If you are a writer who believes your words aren’t worth reading, remember the power of Reverend King’s wisdom.  His quote above is one in hundreds of life affirming, soul strengthening edicts honed through his own adversity, love of mankind, human frailty and his ability to overcome.

It’s my belief that we are all born into this world with a specific talent to contribute in this world. We are poised to give something of ourselves in order to better the lives of others.

We all need to lead by example. We must all concur fear and adversity to be the person we are destined to be so others may do the same.

Write your words. Tell your story. Allow others to learn by you. You’ll never know how many people you will positively touch unless you write that first word.

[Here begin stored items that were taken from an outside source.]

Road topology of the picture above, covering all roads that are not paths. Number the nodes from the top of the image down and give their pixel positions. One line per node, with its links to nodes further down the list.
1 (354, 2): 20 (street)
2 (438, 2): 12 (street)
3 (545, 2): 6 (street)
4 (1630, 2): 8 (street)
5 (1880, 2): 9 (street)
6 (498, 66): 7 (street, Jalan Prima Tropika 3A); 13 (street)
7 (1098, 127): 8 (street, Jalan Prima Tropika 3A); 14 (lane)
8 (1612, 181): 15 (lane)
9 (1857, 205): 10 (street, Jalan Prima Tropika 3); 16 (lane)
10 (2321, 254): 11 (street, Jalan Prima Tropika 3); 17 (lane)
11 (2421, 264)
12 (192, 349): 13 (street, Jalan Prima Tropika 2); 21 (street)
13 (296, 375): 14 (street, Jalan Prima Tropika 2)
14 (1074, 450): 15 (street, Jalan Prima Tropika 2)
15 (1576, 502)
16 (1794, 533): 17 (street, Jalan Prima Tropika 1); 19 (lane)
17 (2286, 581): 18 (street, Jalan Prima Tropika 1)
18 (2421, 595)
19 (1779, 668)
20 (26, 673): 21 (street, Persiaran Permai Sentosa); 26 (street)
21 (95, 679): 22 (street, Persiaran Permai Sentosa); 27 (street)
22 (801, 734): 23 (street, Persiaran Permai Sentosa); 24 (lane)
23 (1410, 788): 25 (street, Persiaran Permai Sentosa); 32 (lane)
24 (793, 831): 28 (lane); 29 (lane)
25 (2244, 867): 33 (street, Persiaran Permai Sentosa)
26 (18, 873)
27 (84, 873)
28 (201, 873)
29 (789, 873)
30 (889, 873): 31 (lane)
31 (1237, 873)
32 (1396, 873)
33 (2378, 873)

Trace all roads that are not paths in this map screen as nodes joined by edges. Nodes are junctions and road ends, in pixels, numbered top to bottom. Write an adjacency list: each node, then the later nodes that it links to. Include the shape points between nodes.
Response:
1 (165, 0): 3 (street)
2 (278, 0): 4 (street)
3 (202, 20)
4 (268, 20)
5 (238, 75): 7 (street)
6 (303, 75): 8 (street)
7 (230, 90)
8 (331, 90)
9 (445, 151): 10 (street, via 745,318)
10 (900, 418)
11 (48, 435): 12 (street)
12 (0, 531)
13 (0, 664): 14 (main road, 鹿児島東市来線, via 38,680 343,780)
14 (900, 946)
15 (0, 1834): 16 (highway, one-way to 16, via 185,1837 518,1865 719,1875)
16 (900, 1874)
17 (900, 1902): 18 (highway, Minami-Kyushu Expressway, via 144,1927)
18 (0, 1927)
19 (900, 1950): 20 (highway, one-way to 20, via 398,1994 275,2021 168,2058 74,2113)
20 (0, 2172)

Check out Adam Braun’s ‘Pencils of Promise’ website, and see how his desire to help children of third world countries gain the education they need by raising funds and resources to build schools where school no longer existed. In his own way,  Adam is following MLK’s spirit in making this place a better world for those less fortunate, for those wronged and for those with fertile minds ready to bring forth their abilities into this world.

Or look at Malala Yousafzai. Her own story, strength and defiance against injustice, oppression and hatred illustrates the spirit of MLK. Her words, both spoken and written are beacons toward change and inspiration for others to take her example and use it toward their own cause, their own story.

Although their circumstances are vastly different, in doing their work, both Adam and Malala are just two of many people in this world who emulate MLK’s humanitarian drive. In Malala’s case, it was through her own adversity, one that made her face a violent act that almost killed her. In Adam’s case, it was an affluent young man on a student trip, moved by the simple want of a child who only asked for a pencil.

As a writer, you can bring forth the same power in your own way, with your own experience. You can change the world with the written word.

Don’t let negative thoughts cloud your talent. Be an MLK. Create to inspire, teach and enlighten. You never know who you will reach.

Perhaps you’ll inspire a future Adam Braun or stimulate someone to open the minds of others, to speak of the human condition like Malala.

And his or her word will inspire another…and another…and another. In in doing so, we fulfill Reverend King’s essence – the man he sought to be.

And so on and so on…

A dream fulfilled.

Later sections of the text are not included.